The main problem is how to dynamically allocate object handlers. These handlers will preform actions on the content that is downloaded.
It can be obtained here SiteSearcher on Wikisend with the password UC
Goals
- Instead of producing a large mess of highly coupled code (as is so common in security tools) to produce a tool that I can update to add new behaviour with minimal effort.
- Make sure I have a good grasp of UML modelling, something which previously has leaked out of my brain like a very thin custard through a well worn sock.
- To force some good practices into my head by implementing them.
C#
There are some language specific constructs that must be remembered.
- readonly modifier - from the MSDN library "The readonly keyword is a modifier that you can use on fields. When a field declaration includes a readonly modifier, assignments to the fields introduced by the declaration can only occur as part of the declaration or in a constructor in the same class." - [1]
- protected variables are implemented in a sane manner! [2]. This allows me to emulate a object based architecture such as those in ruby or smalltalk, without having to use ruby or smalltalk.
UML Overview
This was a poor solution, for example the job of creating an ObjectHandler took 30 lines of fiddly code. So the structure was updated.
Patterns
In this design several common patterns are used:
- Singleton - This pattern is in the ConnectionPool class. The Connection pool handles a global tally of connections to insure that we do not in inadvertently DoS a website. The ObjectHandlerFactory is also a Singleton because the initialization only need be a once off affair.
- Facade - The NetUtils class is a facade that simplifies the process of dealing with HTTP connections.
- Strategy - The ObjectHandler and all it's subclasses act as a Strategy for dealing with files that are discovered.
- Object pool - The ConnectionPool is unsurprisingly an implementation of the object pool pattern.

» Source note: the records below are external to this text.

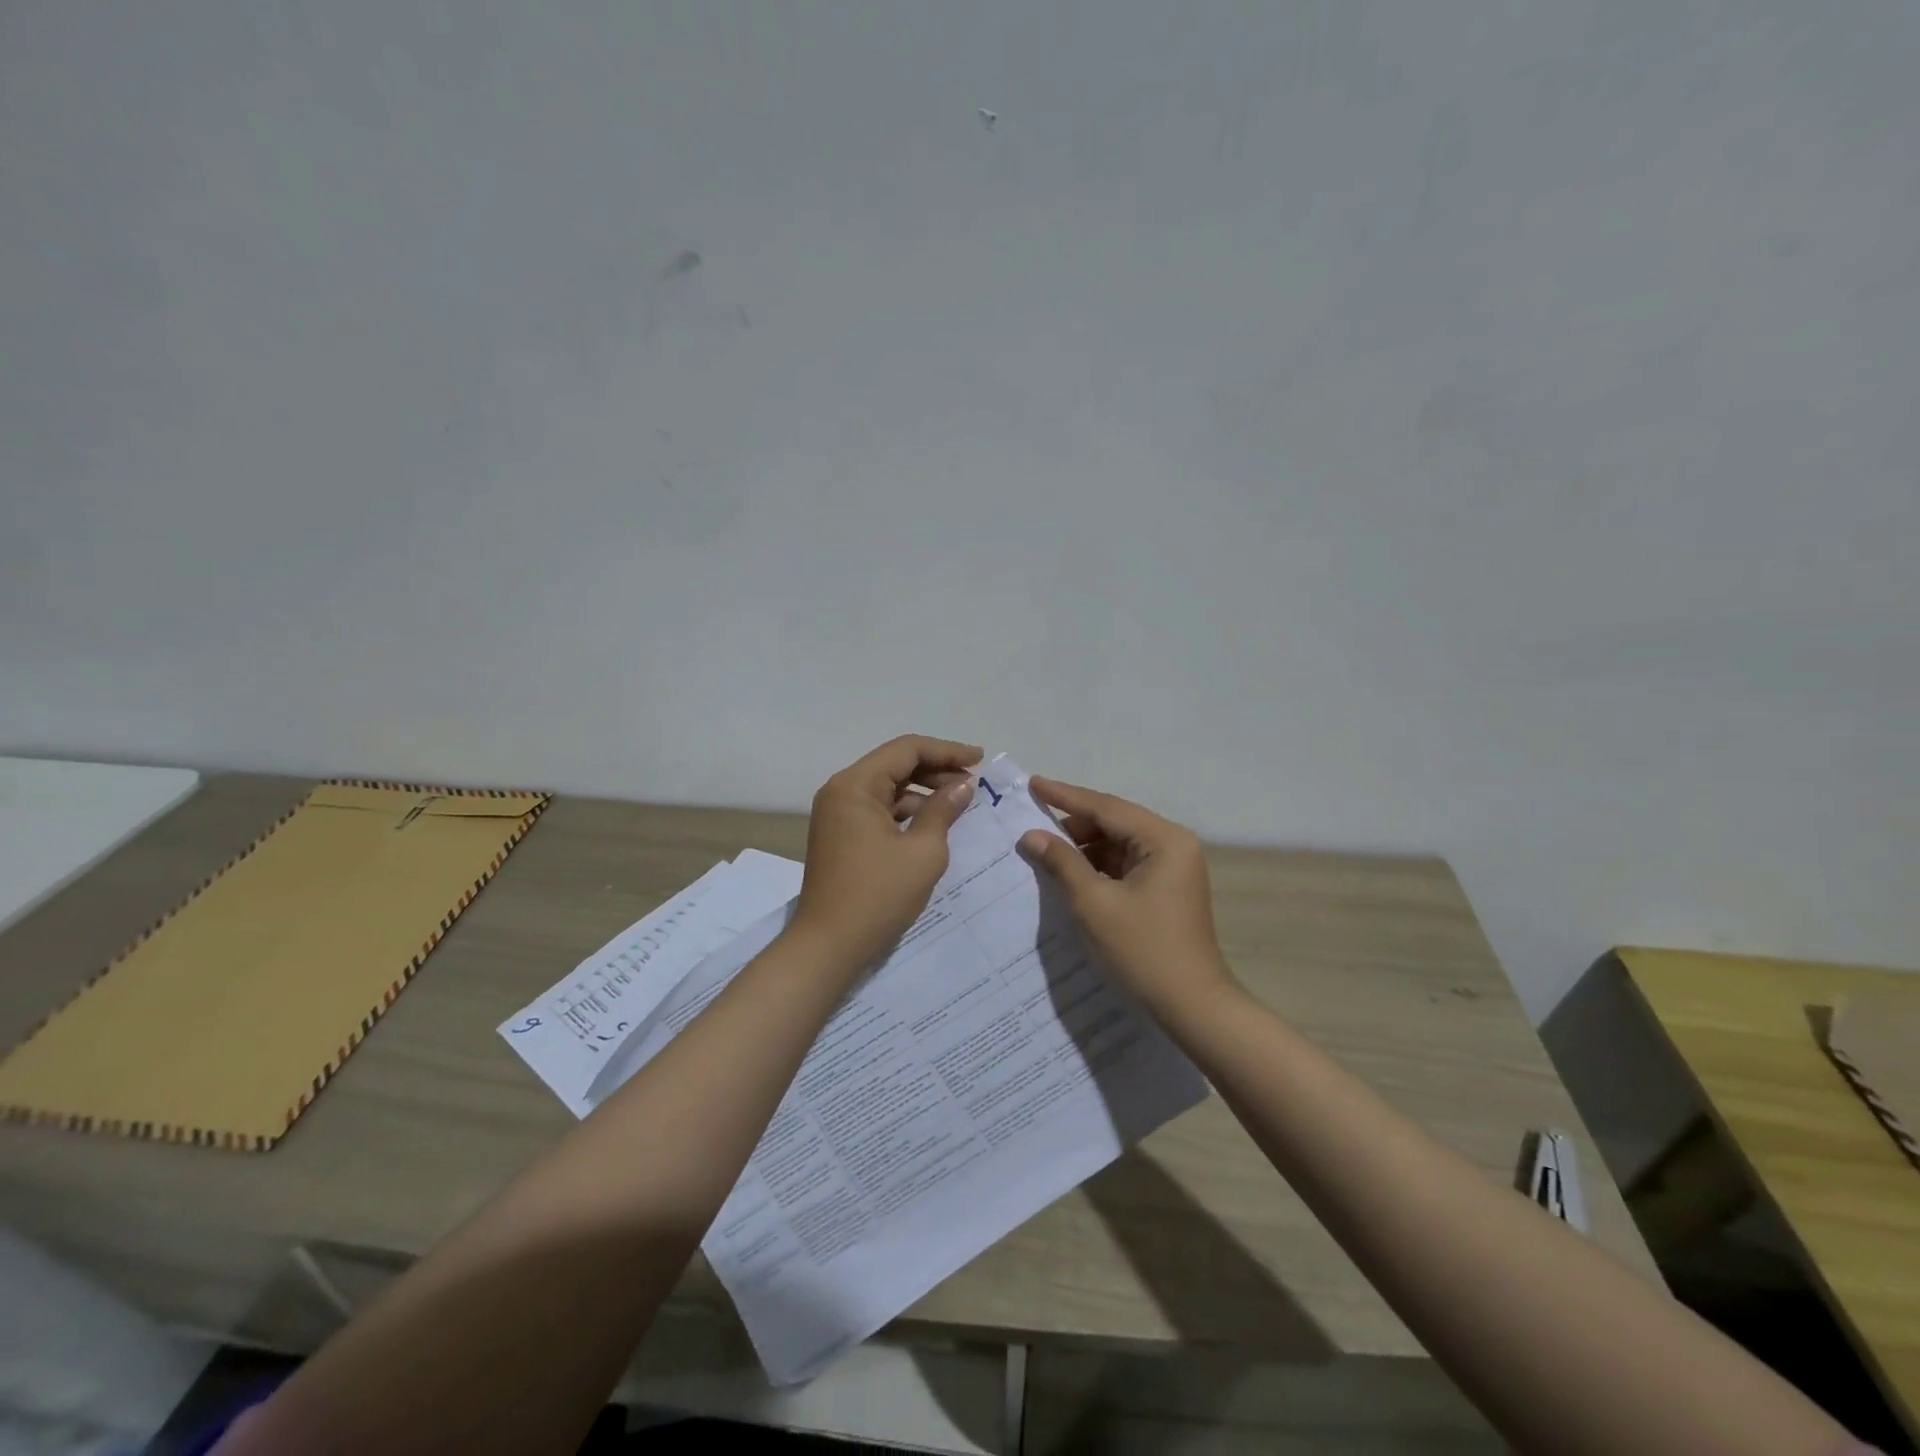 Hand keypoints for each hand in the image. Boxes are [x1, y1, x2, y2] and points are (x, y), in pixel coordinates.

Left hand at [789, 735, 981, 971]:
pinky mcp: (841, 835)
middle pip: (895, 764)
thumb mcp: (923, 851)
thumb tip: (963, 785)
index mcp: (855, 785)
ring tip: (960, 802)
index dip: (947, 751)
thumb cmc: (878, 895)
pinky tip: (933, 822)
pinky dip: (906, 811)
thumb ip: (943, 810)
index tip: (980, 759)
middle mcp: (841, 791)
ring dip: (923, 791)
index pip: (906, 749)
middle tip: (974, 781)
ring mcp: (838, 813)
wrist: (829, 945)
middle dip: (936, 769)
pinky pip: (879, 809)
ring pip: (887, 787)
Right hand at [1017, 777, 1236, 1020]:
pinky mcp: (1167, 888)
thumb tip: (1031, 836)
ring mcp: (1173, 867)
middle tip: (1032, 828)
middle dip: (1073, 826)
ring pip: (1118, 844)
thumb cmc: (1143, 950)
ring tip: (1045, 853)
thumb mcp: (1094, 903)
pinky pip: (1125, 864)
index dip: (1065, 796)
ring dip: (1084, 848)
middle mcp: (1173, 844)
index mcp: (1164, 840)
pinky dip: (1098, 867)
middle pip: (1114, 822)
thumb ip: (1062, 862)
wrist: (1192, 1006)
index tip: (1033, 784)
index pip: (1106, 807)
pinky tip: (1071, 875) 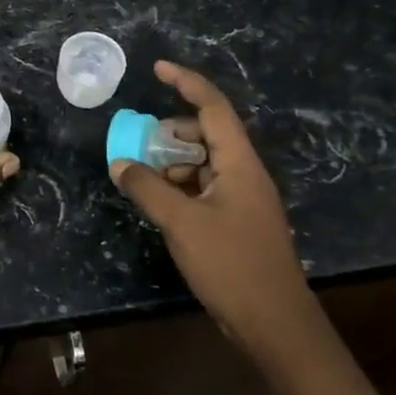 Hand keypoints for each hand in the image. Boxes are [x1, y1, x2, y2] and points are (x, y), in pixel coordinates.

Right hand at [110, 61, 306, 346]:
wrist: (276, 325)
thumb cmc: (232, 265)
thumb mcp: (181, 223)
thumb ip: (147, 188)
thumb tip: (120, 164)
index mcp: (239, 164)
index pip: (213, 108)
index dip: (186, 83)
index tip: (158, 69)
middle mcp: (244, 174)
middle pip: (206, 135)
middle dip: (170, 134)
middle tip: (139, 146)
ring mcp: (242, 199)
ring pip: (203, 164)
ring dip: (172, 165)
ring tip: (144, 179)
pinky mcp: (236, 222)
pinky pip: (203, 189)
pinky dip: (180, 188)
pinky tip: (160, 205) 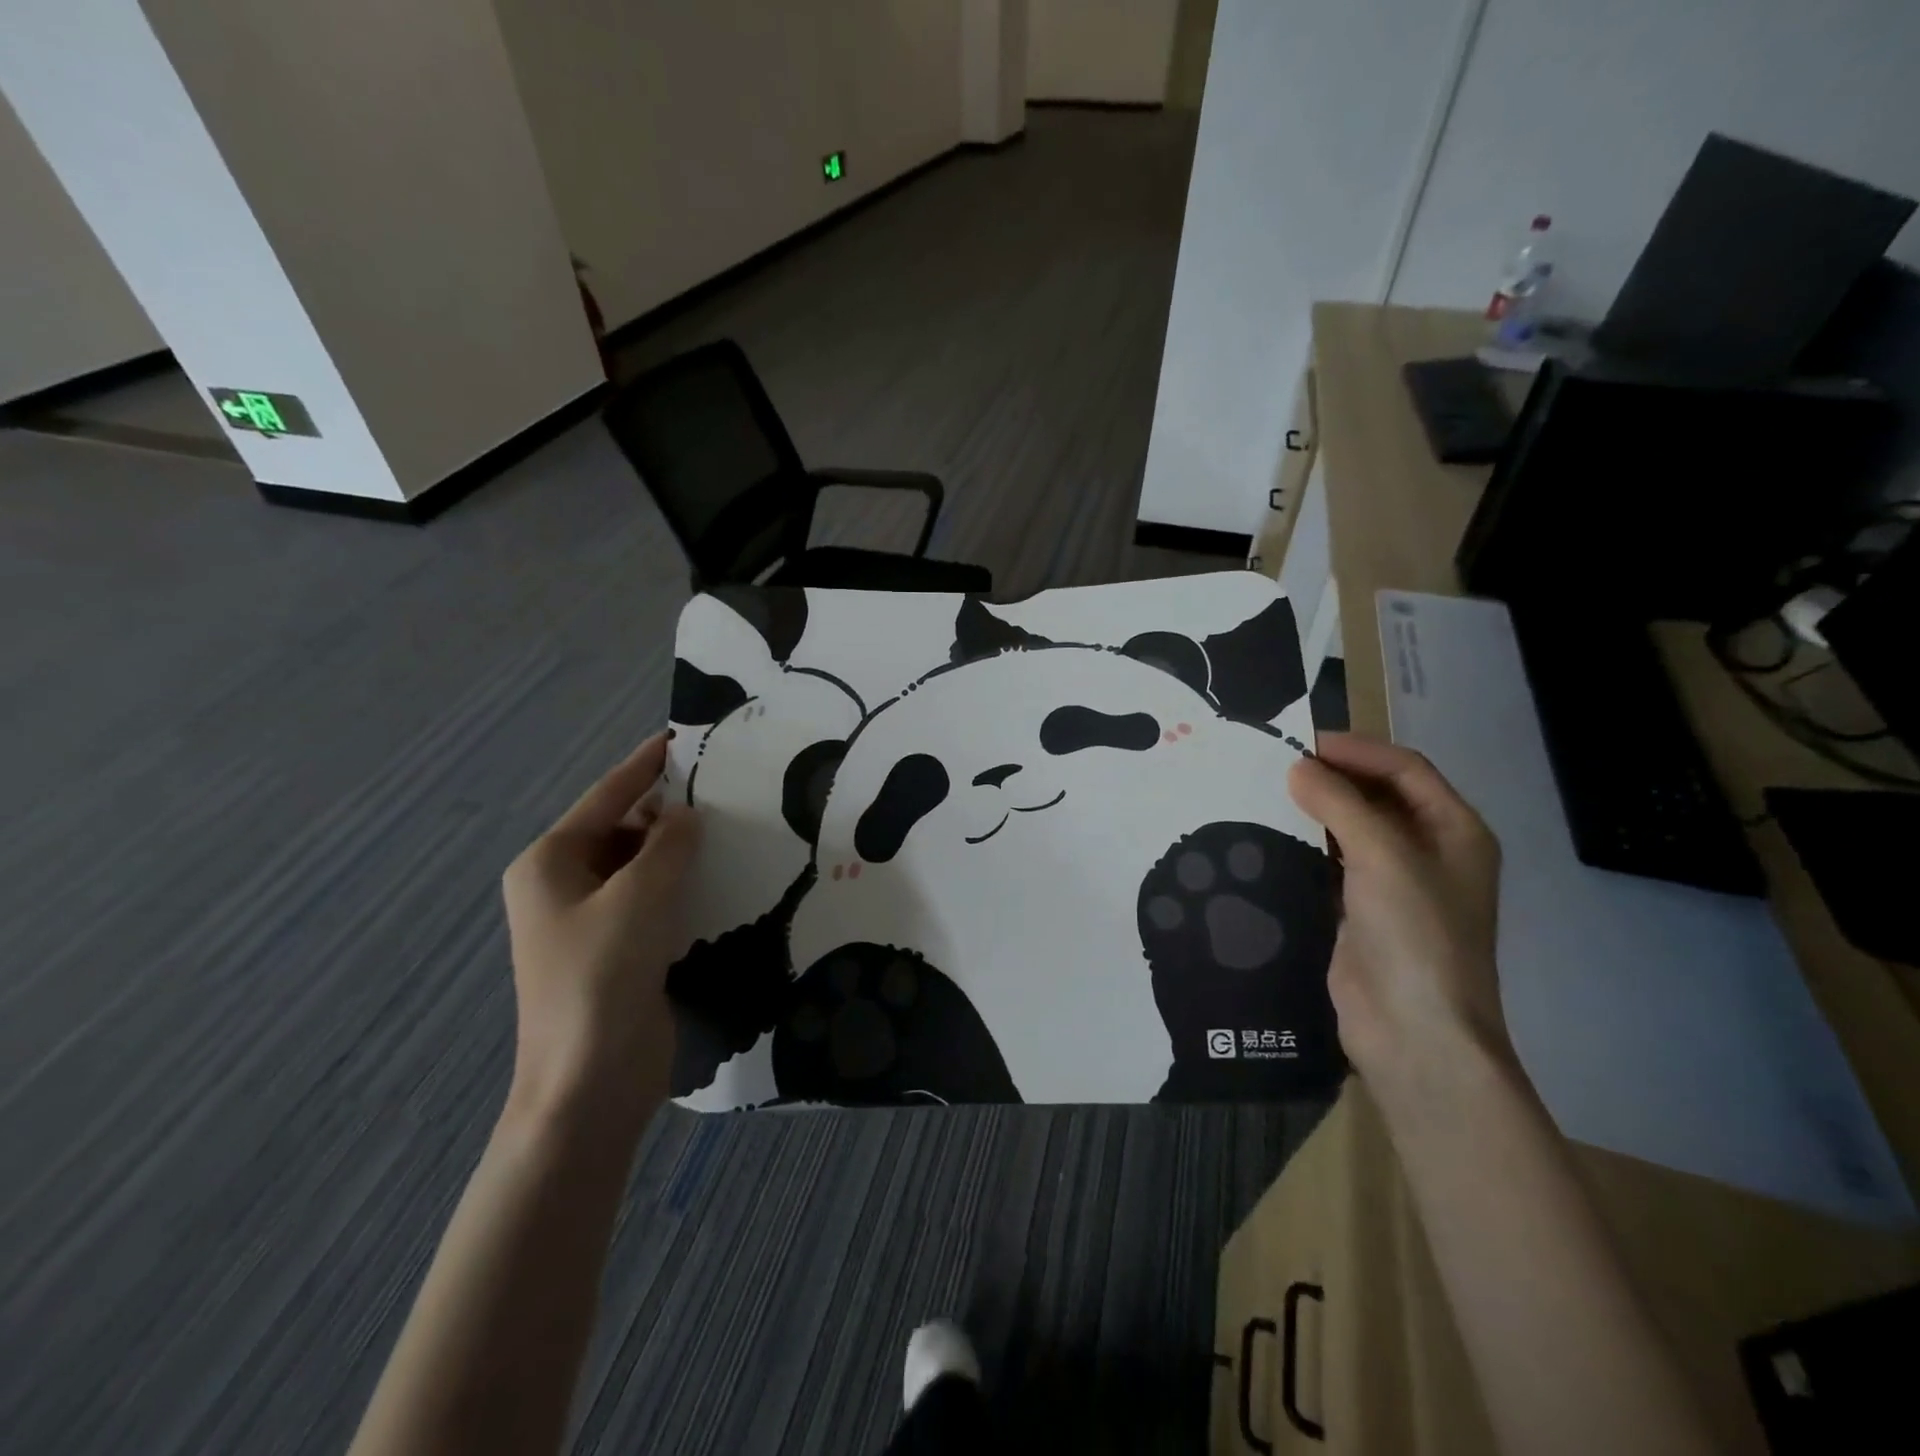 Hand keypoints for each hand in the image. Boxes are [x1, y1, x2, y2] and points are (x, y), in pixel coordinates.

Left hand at [501, 733, 698, 1124]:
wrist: (589, 1085)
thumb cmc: (601, 979)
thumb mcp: (639, 898)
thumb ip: (668, 846)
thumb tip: (687, 815)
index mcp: (551, 863)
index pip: (607, 797)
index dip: (645, 764)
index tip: (682, 736)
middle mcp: (565, 885)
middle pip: (624, 829)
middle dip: (669, 812)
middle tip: (726, 790)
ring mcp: (591, 921)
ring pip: (642, 866)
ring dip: (680, 851)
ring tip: (733, 828)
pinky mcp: (619, 949)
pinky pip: (654, 899)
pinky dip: (683, 885)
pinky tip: (722, 877)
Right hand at [1288, 734, 1510, 1095]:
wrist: (1413, 1031)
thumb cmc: (1415, 934)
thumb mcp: (1383, 856)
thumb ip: (1339, 803)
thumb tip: (1297, 767)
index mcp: (1455, 831)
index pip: (1405, 769)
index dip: (1357, 750)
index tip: (1301, 744)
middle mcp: (1428, 851)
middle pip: (1379, 795)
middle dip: (1333, 776)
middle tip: (1277, 765)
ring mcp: (1394, 884)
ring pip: (1351, 828)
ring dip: (1316, 810)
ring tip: (1267, 793)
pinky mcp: (1359, 910)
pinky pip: (1331, 863)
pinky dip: (1305, 844)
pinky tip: (1270, 836) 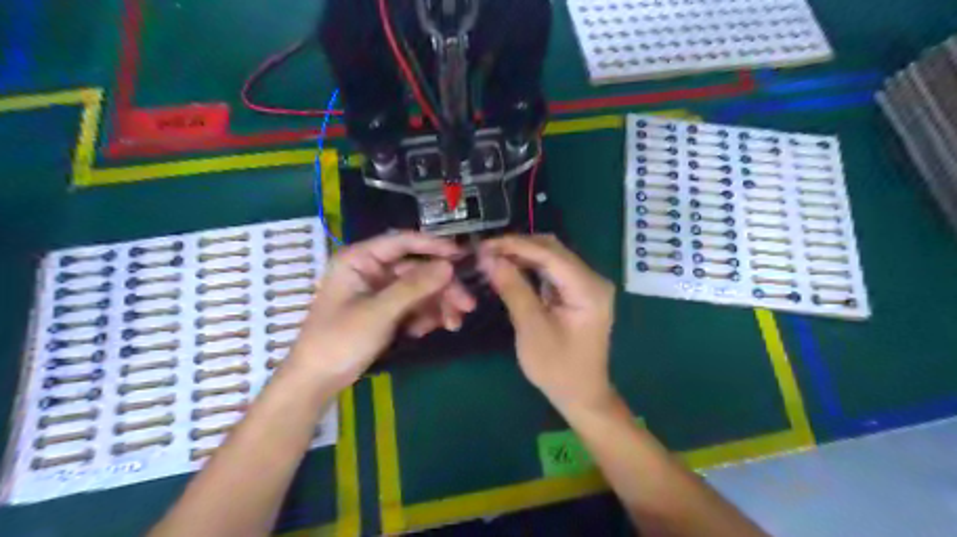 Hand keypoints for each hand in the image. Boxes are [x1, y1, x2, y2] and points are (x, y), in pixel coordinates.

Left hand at [285, 232, 475, 390]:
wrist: (318, 381)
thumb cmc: (340, 340)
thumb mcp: (379, 312)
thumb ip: (414, 287)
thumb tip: (449, 266)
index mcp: (359, 260)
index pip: (401, 242)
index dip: (433, 246)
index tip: (461, 255)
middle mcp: (371, 270)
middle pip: (416, 270)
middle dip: (442, 288)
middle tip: (467, 305)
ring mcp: (379, 292)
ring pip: (419, 289)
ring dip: (438, 305)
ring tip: (454, 324)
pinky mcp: (385, 311)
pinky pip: (413, 306)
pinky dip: (425, 316)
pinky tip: (430, 331)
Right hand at [483, 236, 615, 414]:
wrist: (582, 395)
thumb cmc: (557, 368)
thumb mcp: (531, 328)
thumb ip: (513, 289)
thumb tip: (489, 258)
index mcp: (588, 288)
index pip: (550, 253)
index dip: (516, 245)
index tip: (484, 245)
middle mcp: (592, 279)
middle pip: (553, 249)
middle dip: (518, 247)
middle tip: (485, 252)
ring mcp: (587, 284)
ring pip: (551, 257)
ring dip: (522, 255)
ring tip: (492, 258)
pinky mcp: (578, 292)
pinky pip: (552, 270)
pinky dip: (530, 267)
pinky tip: (509, 268) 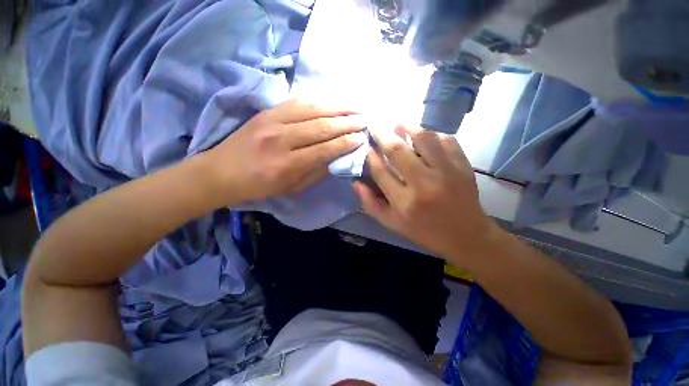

- Factory Method - The ObjectHandlerFactory is similar but not exactly a factory method. The purpose of this class is to encapsulate the behaviour needed to create ObjectHandlers. However the products in essence build themselves with supervision from the factory class instead of having concrete factories and concrete products.
Major Classes
NetUtils
This class contains static methods that are common across several classes. These methods are a façade abstracting the System.IO and System.Net libraries to an interface that is specific to HTTP get operations.
NetUtilsResponse
This class is nothing if not a data class. It is created and returned from the NetUtils class. It contains the URL that was accessed, the local path it was saved to, a HTTP status string, and a bool that indicates success or failure. This class was created to avoid the data clumps smell.
BruteForm
The brute form contains all the code involved in the parsing of attack strings. The NetUtils class is used to retrieve objects once the URL is determined. Additional processing is preformed by ObjectHandlers which are created dynamically based on the type of file that has been discovered.
Program
This class is a hangover from the default C# template program.
ConnectionPool
The connection pool is a singleton class that maintains the a list of all active connections. The class simply holds a HashMap of strings. When a URL is requested from the ConnectionPool it first trims the URL down to the target domain. This string is then tested against HashMap. If the map does not contain the string it is entered. If it does then the value is checked against the ConnectionPool's maxConnetions member. The method returns true if a connection is allowed and false if it is not.
ObjectHandler
ObjectHandlers as the name implies handle downloaded objects. The may process them in any way they wish. All object handlers must override the goodProcessor method and implement the startProcessing method. goodProcessor is a static method that returns true if the processor wishes to handle the data object it was passed. This class is abstract to conform to the no concrete base classes maxim and the stable abstractions principle.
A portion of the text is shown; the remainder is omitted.